→ **Data to process**
----

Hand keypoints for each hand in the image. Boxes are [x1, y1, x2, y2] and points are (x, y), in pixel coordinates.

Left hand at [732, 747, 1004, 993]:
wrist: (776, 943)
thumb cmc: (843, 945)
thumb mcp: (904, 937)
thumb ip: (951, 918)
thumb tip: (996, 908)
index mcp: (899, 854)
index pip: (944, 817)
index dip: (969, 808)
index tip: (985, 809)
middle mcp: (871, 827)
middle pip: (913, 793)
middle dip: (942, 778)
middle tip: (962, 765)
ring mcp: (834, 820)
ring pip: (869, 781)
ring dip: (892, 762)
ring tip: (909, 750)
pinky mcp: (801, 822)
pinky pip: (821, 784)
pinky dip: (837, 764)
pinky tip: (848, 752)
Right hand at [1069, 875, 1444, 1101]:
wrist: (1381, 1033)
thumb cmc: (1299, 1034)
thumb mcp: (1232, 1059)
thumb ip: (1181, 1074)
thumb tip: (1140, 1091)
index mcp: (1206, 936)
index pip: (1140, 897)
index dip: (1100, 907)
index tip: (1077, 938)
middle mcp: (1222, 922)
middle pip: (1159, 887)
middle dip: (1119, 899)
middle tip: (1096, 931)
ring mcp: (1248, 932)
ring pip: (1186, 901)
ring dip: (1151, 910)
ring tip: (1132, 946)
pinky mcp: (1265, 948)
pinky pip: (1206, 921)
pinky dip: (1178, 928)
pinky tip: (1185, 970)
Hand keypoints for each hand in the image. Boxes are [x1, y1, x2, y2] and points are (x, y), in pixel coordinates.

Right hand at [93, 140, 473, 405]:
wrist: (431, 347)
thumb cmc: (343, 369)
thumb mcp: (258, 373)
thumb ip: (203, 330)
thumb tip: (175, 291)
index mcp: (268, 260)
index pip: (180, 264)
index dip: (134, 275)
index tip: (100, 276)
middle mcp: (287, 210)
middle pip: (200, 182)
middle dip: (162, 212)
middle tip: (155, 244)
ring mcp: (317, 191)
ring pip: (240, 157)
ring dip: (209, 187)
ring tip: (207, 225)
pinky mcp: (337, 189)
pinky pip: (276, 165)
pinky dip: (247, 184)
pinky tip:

----

→ **Directions for this task**
Using the data above, print exactly the lines from the line that contains "pinky mcp: (801, 822)" through the line that contains "pinky tip: (1185, 970)", with both included.

→ **Exercise answer**
pinky mcp: (801, 822)
pinky pip: (821, 784)
pinky dip: (837, 764)
pinky tip: (848, 752)
Right hand at [1069, 875, 1444, 1101]:
wrist: (1381, 1033)
thumb cmc: (1299, 1034)
thumb mcp: (1232, 1059)
thumb ip: (1181, 1074)
thumb tip: (1140, 1091)
index mcp: (1206, 936)
index pip: (1140, 897)
index dip: (1100, 907)
index tip: (1077, 938)
middle mcp: (1222, 922)
middle pip: (1159, 887)
middle dip: (1119, 899)
middle tip: (1096, 931)
ring mcp: (1248, 932)
ring pip: (1186, 901)
ring dip: (1151, 910)
ring tip: (1132, 946)
pinky mcp: (1265, 948)
pinky pip: (1206, 921)
pinky dip: (1178, 928)
pinky tip: (1185, 970)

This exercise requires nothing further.